MinIO provides cloud-agnostic object storage that’s equally at home in on-premises, co-location, and edge environments for workloads involving advanced machine learning, streaming datasets, unstructured data, semi-structured data, and structured data.
Its impact on these data types is of more than academic interest to Snowflake users. MinIO’s capability to supply object storage almost anywhere data exists nicely complements Snowflake’s notion of external tables, which minimize data movement, decreases costs, and allows organizations to apply more of their data for any given use case. The company had a major presence at the Snowflake Summit being held this week and spoke with The New Stack about its relationship with Snowflake.
According to Jonathan Symonds, MinIO CMO, Snowflake “wants access to more data and not less and so, therefore, they basically created this concept called external tables. That allows you to query in place wherever the data may exist.”
When storing data with MinIO, there are few limits to where that data might actually be.
External Tables
With this paradigm, Snowflake users can query data wherever they have external tables set up which, when working with MinIO’s object storage, might be in adjacent clouds, on-premises data centers, and in edge devices. From an end-user perspective, the data may as well be in Snowflake — sans all the data preparation and data pipeline work required for it to get there. “The only thing that needs to happen is the administrator has to set up MinIO as an external table and give permissions to the user to be able to use it,” explained MinIO executive Satish Ramakrishnan. “So once they see this as an external table, then they can just run their regular queries. To them, it just looks like rows and columns in a database.”
Snowflake is responsible for querying the external data as though it were located internally. Ramakrishnan noted that for external tables, the cloud warehouse “does the same thing it does for its own internal systems, like caching queries and creating materialized views. It does that all automatically.” The performance issues appear to be negligible and are attributed in part to the caching techniques. Ramakrishnan referenced a use case in which external tables were queried from Snowflake and “the first time when it does the fetch it took a few seconds and from then on everything else was in milliseconds…So, we know that there’s a lot of that caching, which they’re already undertaking.”
In-Place Querying
The in-place querying capabilities Snowflake’s external tables enable in MinIO’s object storage create numerous advantages for the enterprise. The most noteworthy may be that data in distributed environments no longer has to move. Data movement has traditionally been considered a bottleneck and is often costly, if not cumbersome.
“You’re able to actually run this without any of that data movement, either the cost [of it] or having to clean it up,” Ramakrishnan commented about this in-place querying approach. “You can do it on all of your data. And most importantly, it’s current. It doesn’t have to go from a pipeline from your data lake all the way into Snowflake.” Depending on the use case and the velocity of the data, when data pipelines are involved it’s not uncommon for new data to have already been generated by the time data is transported to Snowflake.
Other Gains
The prohibitive costs of such traditional approaches frequently make users have to choose which data they move, preventing them from querying or accessing all of it. Another advantage of the external table approach is that data is accessible from multiple instances of Snowflake, which is beneficial for organizations with decentralized teams in different geographic locations.

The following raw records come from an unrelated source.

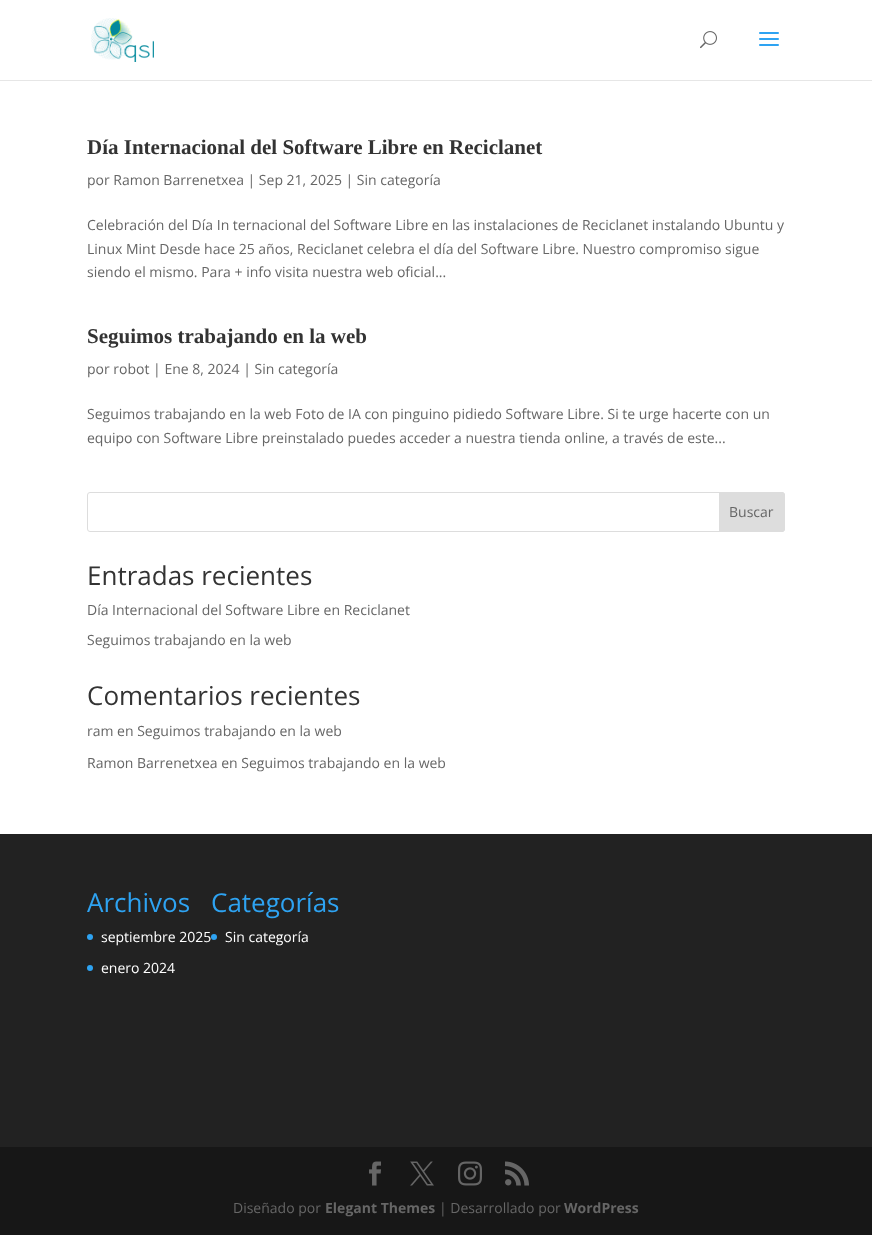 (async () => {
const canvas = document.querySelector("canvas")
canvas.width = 872
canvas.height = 1255
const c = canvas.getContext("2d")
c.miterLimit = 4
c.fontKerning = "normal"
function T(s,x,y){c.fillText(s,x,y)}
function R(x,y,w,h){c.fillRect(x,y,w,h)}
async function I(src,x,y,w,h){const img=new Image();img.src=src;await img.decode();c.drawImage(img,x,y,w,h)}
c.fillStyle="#fff"
R(0,0,872,1255)
c.fillStyle="#e6e6e6"
R(0,80,872,1)
await I("1.png",91,18,63,44)
await I("2.png",700,31,17,18)
await I("3.png",759,32,20,14)
c.font="bold 21px Liberation Serif"
c.fillStyle="#333"
T("Día Internacional del Software Libre en Reciclanet",87,154)
c.font="14px Open Sans"
c.fillStyle="#666"
T("por Ramon Barrenetxea | Sep 21, 2025 | Sin categoría",87,185)
T("Celebración del Día In ternacional del Software Libre en las instalaciones de Reciclanet instalando Ubuntu y",87,230)
T("Linux Mint Desde hace 25 años, Reciclanet celebra el día del Software Libre. Nuestro compromiso sigue",87,254)
T("siendo el mismo. Para + info visita nuestra web oficial...",87,277)
c.font="bold 21px Liberation Serif"
c.fillStyle="#333"
T("Seguimos trabajando en la web",87,343)
c.font="14px Open Sans"
c.fillStyle="#666"
T("por robot | Ene 8, 2024 | Sin categoría",87,374)
T("Seguimos trabajando en la web Foto de IA con pinguino pidiedo Software Libre. Si te urge hacerte con un",87,419)
T("equipo con Software Libre preinstalado puedes acceder a nuestra tienda online, a través de este...",87,443)
c.beginPath()
c.roundRect(87.5,492.5,697,39,2.5)
c.strokeStyle="#ddd"
c.stroke()
c.fillStyle="#ddd"
c.beginPath()
c.roundRect(719.5,492.5,65,39,[0,2.5,2.5,0])
c.fill()
c.stroke()
c.fillStyle="#666"
T("Buscar",729,517)
c.font="26px Open Sans"
c.fillStyle="#333"
T("Entradas recientes",87,585)
c.font="14px Open Sans"
c.fillStyle="#666"
T("Día Internacional del Software Libre en Reciclanet",87,615)
T("Seguimos trabajando en la web",87,645)
c.font="26px Open Sans"
c.fillStyle="#333"
T("Comentarios recientes",87,705)
c.font="14px Open Sans"
c.fillStyle="#666"
T("ram en Seguimos trabajando en la web",87,736)
T("Ramon Barrenetxea en Seguimos trabajando en la web",87,768)
c.fillStyle="#222"
R(0,834,872,313)
c.font="26px Open Sans"
c.fillStyle="#2ea3f2"
T("Archivos",87,912)
c.beginPath()
c.arc(90,937,3,0,7)
c.fill()
c.font="14px Open Sans"
c.fillStyle="#fff"
T("septiembre 2025",101,942)
c.fillStyle="#2ea3f2"
c.beginPath()
c.arc(90,968,3,0,7)
c.fill()
c.fillStyle="#fff"
T("enero 2024",101,973)
c.font="26px Open Sans"
c.fillStyle="#2ea3f2"
T("Categorías",211,912)
c.beginPath()
c.arc(214,937,3,0,7)
c.fill()
c.font="14px Open Sans"
c.fillStyle="#fff"
T("Sin categoría",225,942)
c.fillStyle="#171717"
R(0,1147,872,88)
await I("4.png",369,1161,12,25)
await I("5.png",410,1161,24,25)
await I("6.png",458,1161,24,25)
await I("7.png",505,1161,24,25)
c.fillStyle="#666"
T("Diseñado por",233,1213)
c.font="bold 14px Open Sans"
T("Elegant Themes",325,1213)
c.font="14px Open Sans"
T("| Desarrollado por",439,1213)
c.font="bold 14px Open Sans"
T("WordPress",564,1213)
})() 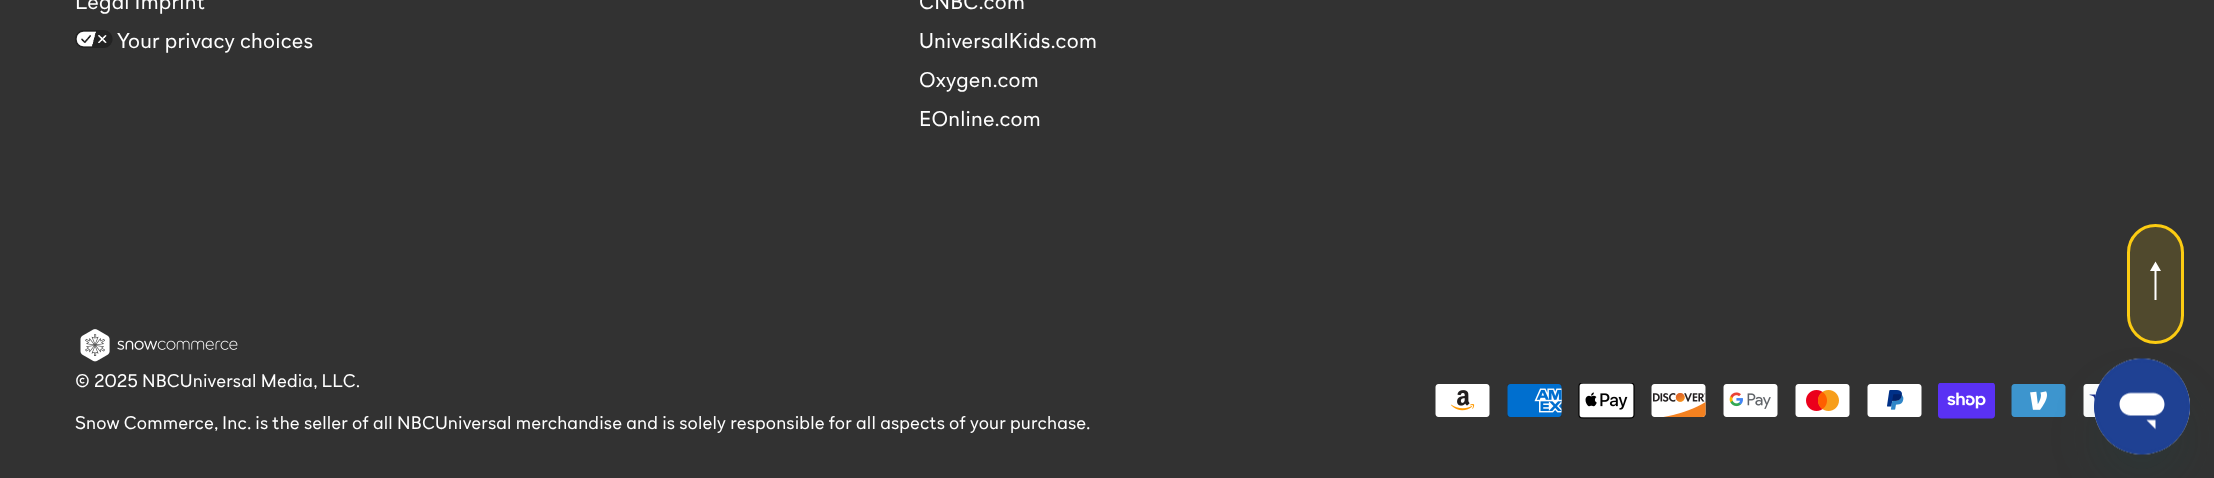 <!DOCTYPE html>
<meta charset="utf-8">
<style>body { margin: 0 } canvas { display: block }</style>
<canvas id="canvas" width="2214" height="478"></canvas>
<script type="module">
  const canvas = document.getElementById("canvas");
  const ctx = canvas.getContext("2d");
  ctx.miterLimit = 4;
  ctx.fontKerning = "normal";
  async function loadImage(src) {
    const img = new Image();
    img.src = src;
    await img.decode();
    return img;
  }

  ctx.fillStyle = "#323232";
  ctx.fillRect(0, 0, 2214, 478);
  ctx.letterSpacing = "0.25px";
  ctx.font = "300 21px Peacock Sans";
  ctx.fillStyle = "#ffffff";
  ctx.fillText("Legal Imprint", 75, 9);
  ctx.drawImage(await loadImage("img1.png"), 75, 30, 38, 18);
  ctx.fillText("Your privacy choices", 117, 48);
  ctx.fillText("CNBC.com", 919, 9);
  ctx.fillText("UniversalKids.com", 919, 48);
  ctx.fillText("Oxygen.com", 919, 87);
  ctx.fillText("EOnline.com", 919, 126);
  ctx.drawImage(await loadImage("img2.png"), 80, 329, 158, 33);
  ctx.letterSpacing = "0.18px";
  ctx.font = "300 18px Peacock Sans";
  ctx.fillText("© 2025 NBCUniversal Media, LLC.", 75, 387);
  ctx.fillText("Snow Commerce, Inc. is the seller of all NBCUniversal merchandise and is solely responsible for all aspects of your purchase.", 75, 429);
  ctx.drawImage(await loadImage("img3.png"), 1435, 384, 55, 33);
  ctx.drawImage(await loadImage("img4.png"), 1507, 384, 55, 33);
  ctx.drawImage(await loadImage("img5.png"), 1578, 383, 57, 36);
  ctx.drawImage(await loadImage("img6.png"), 1651, 384, 55, 33);
  ctx.drawImage(await loadImage("img7.png"), 1723, 384, 55, 33);
  ctx.drawImage(await loadImage("img8.png"), 1795, 384, 55, 33);
  ctx.drawImage(await loadImage("img9.png"), 1867, 384, 55, 33);
  ctx.drawImage(await loadImage("img10.png"), 1938, 383, 57, 36);
  ctx.drawImage(await loadImage("img11.png"), 2011, 384, 55, 33);
  ctx.drawImage(await loadImage("img12.png"), 2083, 384, 17, 33);
  ctx.fillStyle = "#50492d";
  ctx.beginPath();
  ctx.roundRect(2128.5, 225.5, 54, 117, 27);
  ctx.fill();
  ctx.strokeStyle = "#fccc12";
  ctx.lineWidth = 3;
  ctx.stroke();
  ctx.fillStyle = "#ffffff";
  ctx.beginPath();
  ctx.moveTo(2161, 271);
  ctx.lineTo(2155.5, 261.5);
  ctx.lineTo(2150, 271);
  ctx.lineTo(2154.5, 271);
  ctx.lineTo(2154.5, 300);
  ctx.lineTo(2156.5, 300);
  ctx.lineTo(2156.5, 271);
  ctx.closePath();
  ctx.fill();
  ctx.fillStyle = "rgba(23, 73, 77, 0.15)";
  ctx.filter = "blur(22.5px)";
  ctx.beginPath();
  ctx.roundRect(2094, 389, 96, 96, 48);
  ctx.fill();
  ctx.filter = "none";
  ctx.drawImage(await loadImage("img13.png"), 2094, 358, 96, 97);
</script>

“You can have a Snowflake instance in AWS and a Snowflake instance on GCP and still access that same table,” Ramakrishnan remarked. “There’s no data movement required.” There are also fewer copies of data, which helps security, access control, and data governance efforts. Plus, users get a uniform version of their data to support the proverbial single version of the truth. “You don’t have to move data around and you can actually run all your regular Snowflake jobs; queries and applications will all work as is,” Ramakrishnan added.
Overarching Significance
The overarching significance of object storage may very well be its ability to provide highly detailed metadata descriptions of unstructured and semi-structured data, which is swiftly retrievable at scale. However, Snowflake’s in-place querying via external tables roundly expands those benefits by forsaking the data movement, costs, and latency of data pipelines. The cloud data warehouse’s broad user base may very well avail itself of this benefit as much as it does for other applications of object storage.